Second, McNamara fails to mention that the Maddox itself had engaged in covert attacks on the North Vietnamese coastline. The ship’s sonar officers thought they saw a torpedo attack in part because they were expecting one. This covert operation, known as “Plan 34A,” was designed to provoke a North Vietnamese response, which would then provide an excuse for U.S. escalation.

Even at the time, McNamara misled outsiders on this operation. When he was asked about rumors of provocation during hearings before the Senate Foreign Relations Committee, he replied, “Our Navy played no part in, was not associated with, was not aware of, any South Vietnamese actions, if there were any.” Notice the careful wording: “South Vietnamese actions.” Technically, he was telling the truth. There were no SouthVietnamese actions. The provocations were entirely American. (As McNamara says in the film, in a different context, “I learned early on … never answer the question that is asked of you. Answer the question that you wish had been asked of you. And quite frankly, I follow that rule. It’s a very good rule.”)

Morris plays a fragment of a secret tape-recording from February 1964—very early in the Johnson administration—in which McNamara advocates a gradual withdrawal from Vietnam, and Johnson strongly opposes it. (At the time, the U.S. presence amounted to a small number of military advisers.) This is a significant conversation and counters the widely held view that LBJ was McNamara’s puppet on the war.
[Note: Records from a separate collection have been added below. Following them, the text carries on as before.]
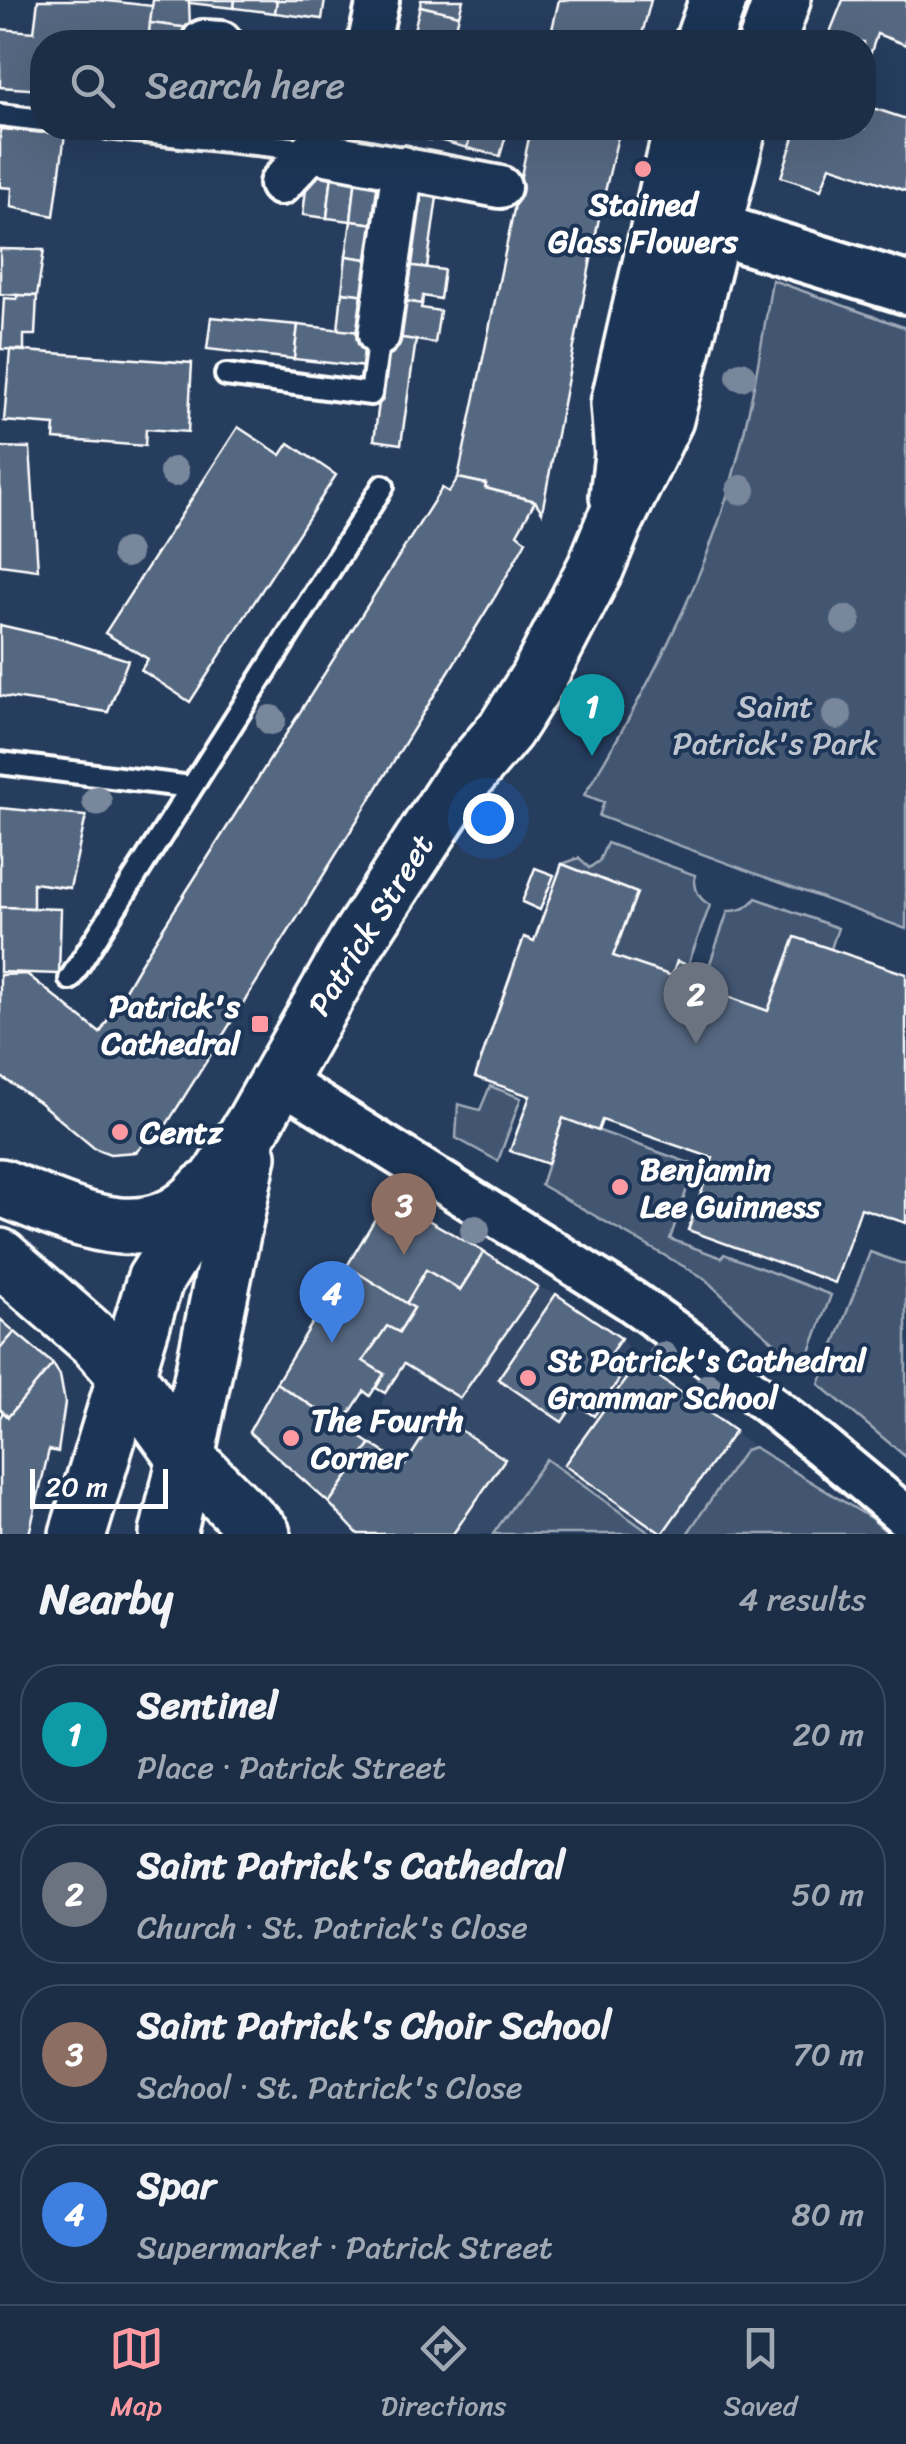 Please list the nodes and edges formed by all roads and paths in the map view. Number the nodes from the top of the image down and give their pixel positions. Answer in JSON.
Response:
{"nodes":[{"id":1,"x":378,"y":0,"type":"edge"},
{"id":2,"x":718,"y":0,"type":"edge"},
{"id":3,"x":782,"y":0,"type":"edge"},
{"id":4,"x":372,"y":30,"type":"edge"},
{"id":5,"x":707,"y":30,"type":"edge"},
{"id":6,"x":771,"y":30,"type":"edge"},
{"id":7,"x":0,"y":114,"type":"edge"},
{"id":8,"x":30,"y":118,"type":"edge"},
{"id":9,"x":214,"y":140,"type":"edge"},
{"id":10,"x":679,"y":140,"type":"edge"},
{"id":11,"x":735,"y":140,"type":"edge"},
{"id":12,"x":353,"y":142,"type":"edge"},
{"id":13,"x":311,"y":151,"type":"junction"},
{"id":14,"x":403,"y":167,"type":"junction"},
{"id":15,"x":280,"y":184,"type":"dead end"},
{"id":16,"x":500,"y":186,"type":"dead end"},
{"id":17,"x":713,"y":228,"type":"junction"},
{"id":18,"x":906,"y":288,"type":"edge"},
{"id":19,"x":379,"y":335,"type":"joint"},
{"id":20,"x":226,"y":375,"type":"dead end"},
{"id":21,"x":383,"y":486,"type":"dead end"},
{"id":22,"x":614,"y":524,"type":"junction"},
{"id":23,"x":0,"y":763,"type":"edge"},
{"id":24,"x":190,"y":788,"type":"junction"},
{"id":25,"x":70,"y":979,"type":"dead end"},
{"id":26,"x":266,"y":1101,"type":"junction"},
{"id":27,"x":0,"y":1188,"type":"edge"},
{"id":28,"x":0,"y":1257,"type":"edge"},
{"id":29,"x":126,"y":1375,"type":"junction"},
{"id":30,"x":186,"y":1458,"type":"junction"},
{"id":31,"x":906,"y":1517,"type":"edge"},
{"id":32,"x":78,"y":1534,"type":"edge"},
{"id":33,"x":168,"y":1534,"type":"edge"},
{"id":34,"x":262,"y":1534,"type":"edge"}],
"edges":[{"from":1,"to":4,"type":"street"},
{"from":2,"to":5,"type":"main road"},
{"from":3,"to":6,"type":"main road"},
{"from":7,"to":8,"type":"lane"},
{"from":9,"to":13,"type":"lane"},
{"from":10,"to":22,"type":"main road","name":"Patrick Street"},
{"from":11,"to":17,"type":"main road","name":"Patrick Street"},
{"from":12,"to":13,"type":"street"},
{"from":12,"to":14,"type":"street"},
{"from":13,"to":15,"type":"street"},
{"from":14,"to":16,"type":"street"},
{"from":14,"to":19,"type":"street"},
{"from":17,"to":18,"type":"street"},
{"from":17,"to":22,"type":"main road","name":"Patrick Street"},
{"from":19,"to":20,"type":"lane"},
{"from":21,"to":24,"type":"lane"},
{"from":22,"to":26,"type":"main road","name":"Patrick Street"},
{"from":23,"to":24,"type":"lane"},
{"from":24,"to":25,"type":"lane"},
{"from":26,"to":27,"type":"main road"},
{"from":26,"to":29,"type":"main road","name":"Patrick Street"},
{"from":26,"to":30,"type":"main road","name":"Patrick Street"},
{"from":26,"to":31,"type":"street"},
{"from":28,"to":29,"type":"main road"},
{"from":29,"to":30,"type":"main road"},
{"from":29,"to":32,"type":"main road","name":"Patrick Street"},
{"from":30,"to":33,"type":"main road","name":"Patrick Street"},
{"from":30,"to":34,"type":"main road"}]} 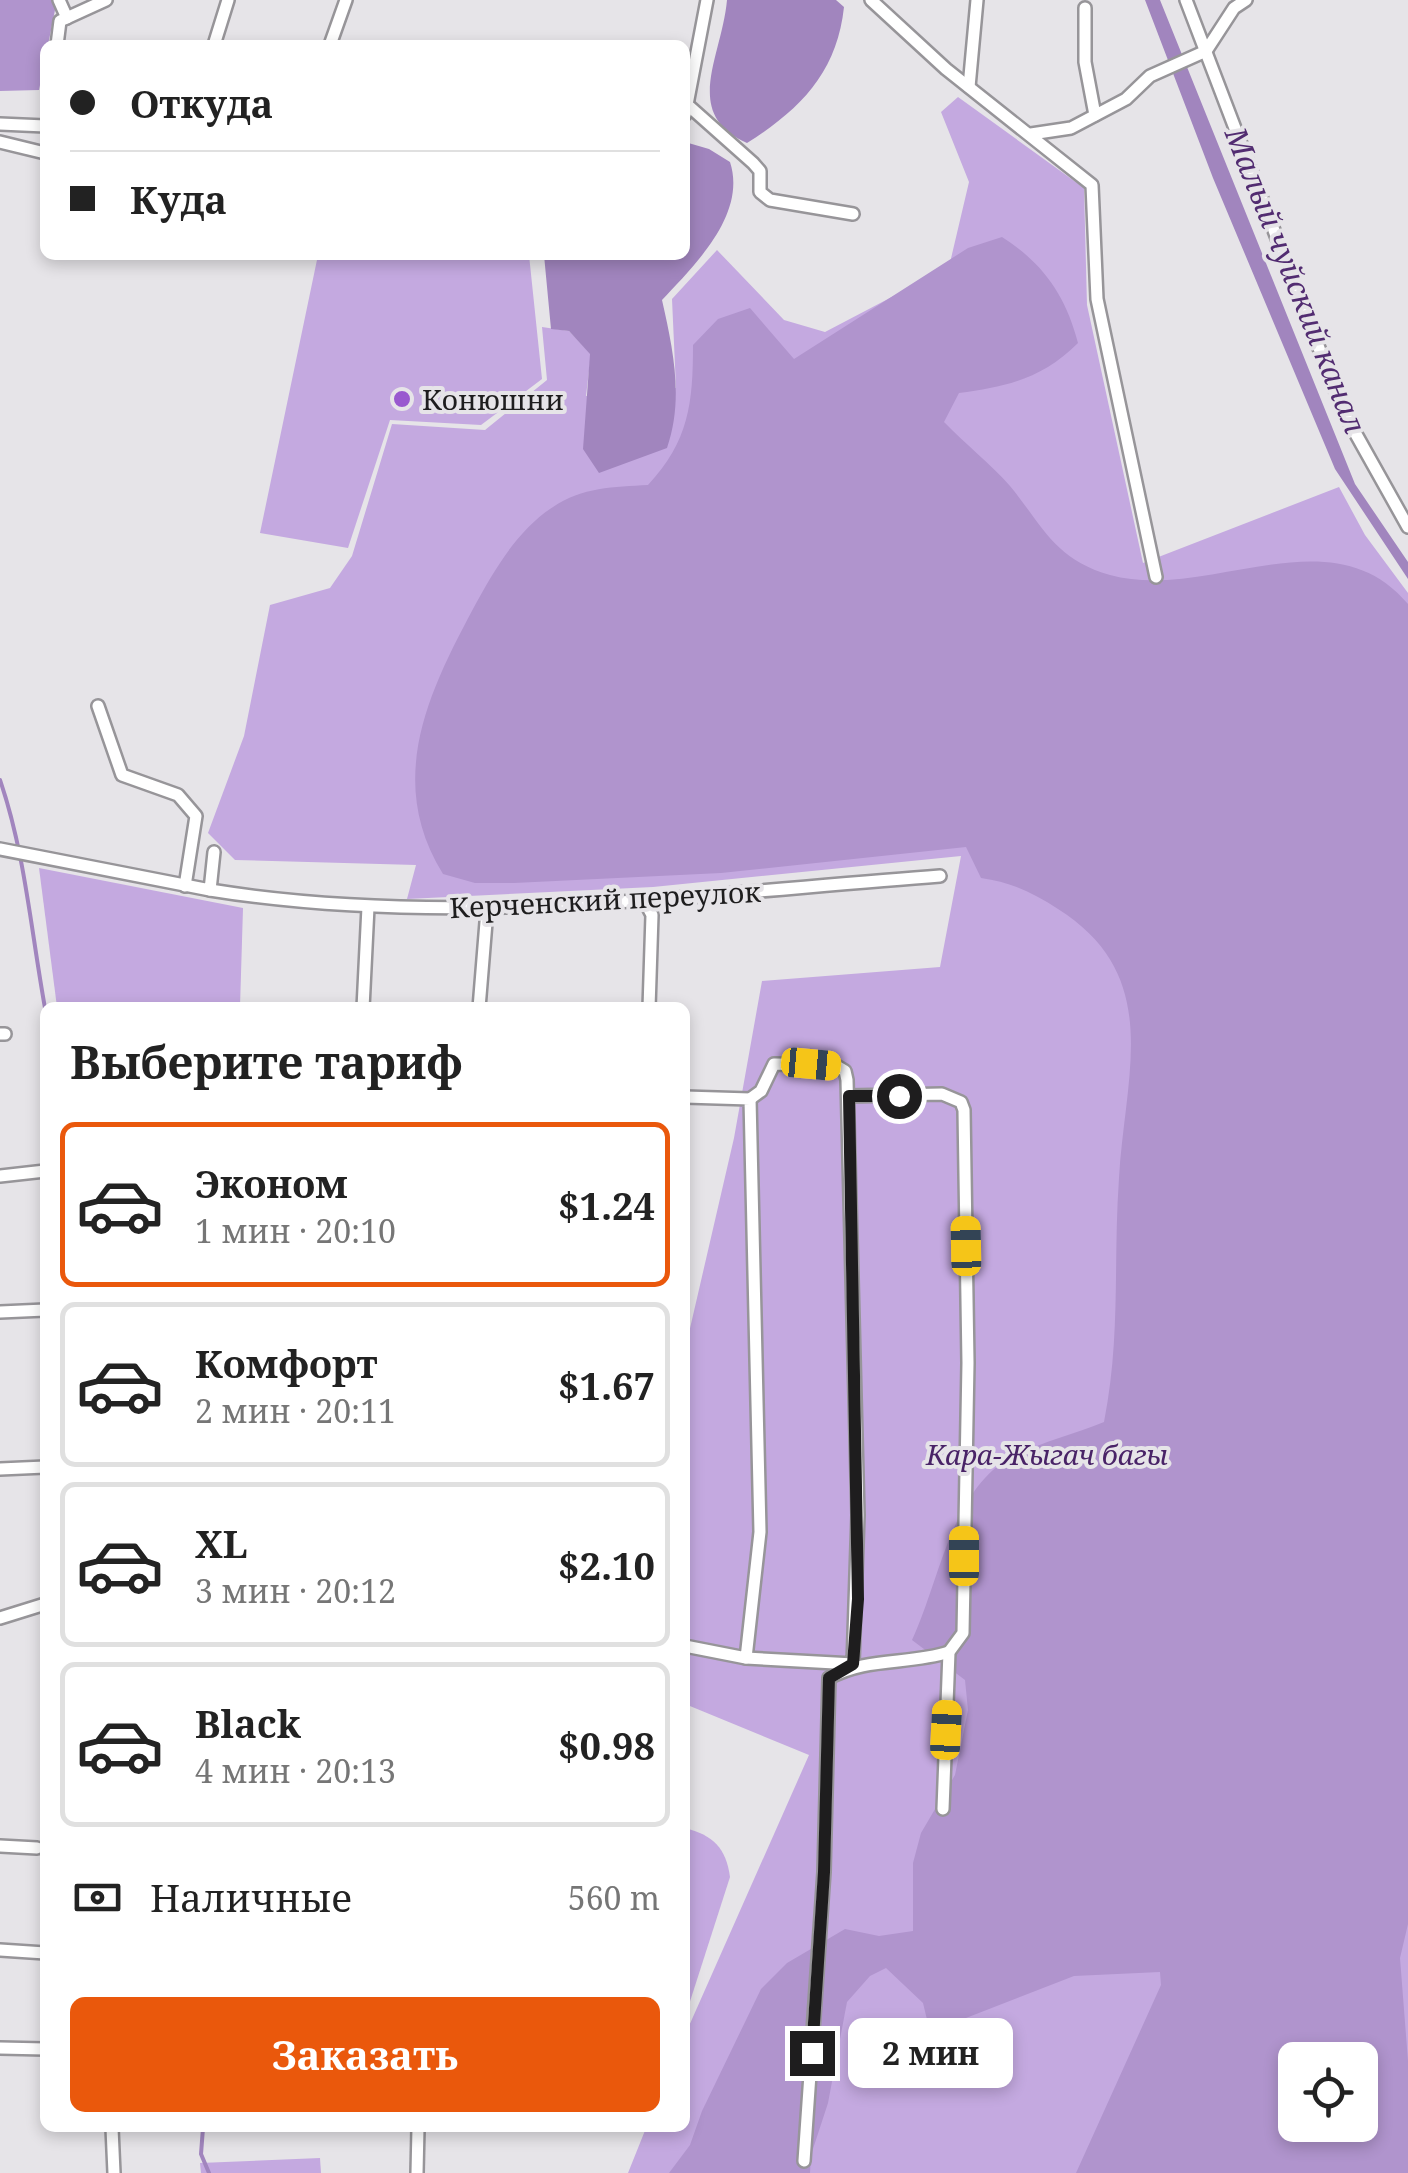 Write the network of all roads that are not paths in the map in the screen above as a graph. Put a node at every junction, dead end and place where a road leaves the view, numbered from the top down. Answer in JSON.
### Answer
{"nodes":[{"id":1,"x":59,"y":0,"type":"edge"},
{"id":2,"x":106,"y":0,"type":"edge"},
{"id":3,"x":228,"y":0,"type":"edge"},
{"id":4,"x":346,"y":0,"type":"edge"},
{"id":5,"x":707,"y":0,"type":"edge"},
{"id":6,"x":871,"y":0,"type":"edge"},
{"id":7,"x":977,"y":0,"type":"edge"},
{"id":8,"x":1186,"y":0,"type":"edge"},
{"id":9,"x":1246,"y":0,"type":"edge"},
{"id":10,"x":1085,"y":8,"type":"dead end"},
{"id":11,"x":67,"y":18,"type":"junction"},
{"id":12,"x":58,"y":40,"type":"edge"},
{"id":13,"x":216,"y":40,"type":"edge"},
{"id":14,"x":332,"y":40,"type":"edge"},
{"id":15,"x":1200,"y":54,"type":"junction"},
{"id":16,"x":969,"y":87,"type":"junction"},
{"id":17,"x":690,"y":94,"type":"edge"},
{"id":18,"x":690,"y":113,"type":"edge"},
{"id":19,"x":1095,"y":115,"type":"junction"},
{"id":20,"x":0,"y":124,"type":"edge"},
{"id":21,"x":40,"y":126,"type":"edge"},
{"id":22,"x":1032,"y":134,"type":"junction"},
{"id":23,"x":0,"y":142,"type":"edge"},
{"id":24,"x":40,"y":152,"type":"edge"},
{"id":25,"x":853,"y":214,"type":"dead end"},
{"id":26,"x":1408,"y":527,"type":"edge"},
{"id":27,"x":1156,"y":577,"type":"dead end"},
{"id":28,"x":98,"y":706,"type":"dead end"},
{"id":29,"x":0,"y":849,"type":"edge"},
{"id":30,"x":214,"y":852,"type":"dead end"},
{"id":31,"x":940,"y":876,"type":"dead end"},
{"id":32,"x":185,"y":886,"type":"junction"},
{"id":33,"x":210,"y":890,"type":"junction"},
{"id":34,"x":644,"y":898,"type":"junction"},
{"id":35,"x":368,"y":907,"type":"junction"},
{"id":36,"x":488,"y":910,"type":"junction"},
{"id":37,"x":363,"y":1002,"type":"edge"},
{"id":38,"x":480,"y":1002,"type":"edge"},
{"id":39,"x":649,"y":1002,"type":"edge"},
{"id":40,"x":849,"y":1096,"type":"junction"},
{"id":41,"x":690,"y":1097,"type":"edge"},
{"id":42,"x":750,"y":1099,"type":"junction"},
{"id":43,"x":40,"y":1172,"type":"edge"},
{"id":44,"x":0,"y":1176,"type":"edge"},
{"id":45,"x":40,"y":1310,"type":"edge"},
{"id":46,"x":0,"y":1312,"type":"edge"},
{"id":47,"x":40,"y":1468,"type":"edge"},
{"id":48,"x":0,"y":1469,"type":"edge"},
{"id":49,"x":40,"y":1606,"type":"edge"},
{"id":50,"x":0,"y":1618,"type":"edge"},
{"id":51,"x":690,"y":1647,"type":"edge"},
{"id":52,"x":950,"y":1652,"type":"junction"},
{"id":53,"x":746,"y":1658,"type":"junction"},
{"id":54,"x":853,"y":1664,"type":"junction"},
{"id":55,"x":943,"y":1809,"type":"dead end"},
{"id":56,"x":0,"y":1846,"type":"edge"},
{"id":57,"x":37,"y":1848,"type":"dead end"},
{"id":58,"x":0,"y":1950,"type":"edge"},
{"id":59,"x":40,"y":1954,"type":"edge"},
{"id":60,"x":0,"y":2048,"type":"edge"},
{"id":61,"x":40,"y":2050,"type":"edge"},
{"id":62,"x":112,"y":2132,"type":"edge"},
{"id":63,"x":418,"y":2132,"type":"edge"},
{"id":64,"x":804,"y":2161,"type":"dead end"},
{"id":65,"x":114,"y":2173,"type":"edge"},
{"id":66,"x":417,"y":2173,"type":"edge"}],
"edges":[{"from":1,"to":11,"type":"street"},
{"from":2,"to":11,"type":"street"},
{"from":3,"to":13,"type":"street"},
{"from":4,"to":14,"type":"street"},
{"from":5,"to":17,"type":"street"},
{"from":6,"to":16,"type":"street"},
{"from":7,"to":16,"type":"street"},
{"from":8,"to":15,"type":"street"},
{"from":9,"to":15,"type":"street"},
{"from":10,"to":19,"type":"street"},
{"from":11,"to":12,"type":"street"},
{"from":15,"to":19,"type":"street"},
{"from":15,"to":26,"type":"street"},
{"from":16,"to":22,"type":"street"},
{"from":18,"to":25,"type":"street"},
{"from":19,"to":22,"type":"street"},
{"from":20,"to":21,"type":"street"},
{"from":22,"to":27,"type":"street"},
{"from":23,"to":24,"type":"street"},
{"from":28,"to":32,"type":"street"},
{"from":29,"to":32,"type":"street","name":"Керченский переулок"},
{"from":30,"to":33,"type":"street"},
{"from":31,"to":34,"type":"street","name":"Керченский переулок"},
{"from":32,"to":33,"type":"street","name":"Керченский переулок"},
{"from":33,"to":35,"type":"street","name":"Керченский переулок"},
{"from":34,"to":36,"type":"street","name":"Керченский переулок"},
{"from":34,"to":39,"type":"street"},
{"from":35,"to":36,"type":"street","name":"Керченский переулок"},
{"from":35,"to":37,"type":"street"},
{"from":36,"to":38,"type":"street"},
{"from":40,"to":42,"type":"street"},
{"from":40,"to":52,"type":"street"},
{"from":40,"to":54,"type":"street"},
{"from":41,"to":42,"type":"street"},
{"from":42,"to":53,"type":"street"},
{"from":43,"to":44,"type":"street"},
{"from":45,"to":46,"type":"street"},
{"from":47,"to":48,"type":"street"},
{"from":49,"to":50,"type":"street"},
{"from":51,"to":53,"type":"street"},
{"from":52,"to":54,"type":"street"},
{"from":52,"to":55,"type":"street"},
{"from":53,"to":54,"type":"street"},
{"from":54,"to":64,"type":"street"},
{"from":56,"to":57,"type":"street"},
{"from":58,"to":59,"type":"street"},
{"from":60,"to":61,"type":"street"},
{"from":62,"to":65,"type":"street"},
{"from":63,"to":66,"type":"street"}]}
However, the film neglects other evidence that reveals McNamara donning combat fatigues with gusto. For instance, there is a document of May 24, 1964, signed by McNamara, Secretary of State Dean Rusk, and National Security Adviser McGeorge Bundy, urging Johnson to “use selected and carefully graduated military force against North Vietnam” for as long as the North’s leaders refuse to back down. The words are haunting, in retrospect—”selected and carefully graduated,” as if the United States could control the pace of escalation, as if war could be mathematically calibrated. It’s McNamara, the hyper-rationalist, not yet disabused.

There is also the secretly taped conversation of June 16, 1964 (nearly two months before the Gulf of Tonkin), in which Johnson says some people want him to pull out of Vietnam and McNamara says, “I just don’t believe we can be pushed out of there, Mr. President. We just can’t allow it to be done. You wouldn’t want to go down in history as having …” Johnson interrupts, in agreement: “Not at all.” (Michael Beschloss, who transcribes this conversation in his book Taking Charge: The Johnson White House Tapes, 1963-1964, footnotes McNamara’s remarks with a description of his tone: “McNamara is pressing Johnson very hard.”)

So, yes, Johnson was responsible for Vietnam. But, more than McNamara is willing to admit—and more than this film suggests—so was McNamara.

Knowing these bits of historical background doesn’t undermine the film’s power. To the contrary, it heightens the poignancy of McNamara’s life, clarifies the true depths of his tragedy—the full psychic distress of an intellectual in power when the foundations of both his intellect and his power crumble.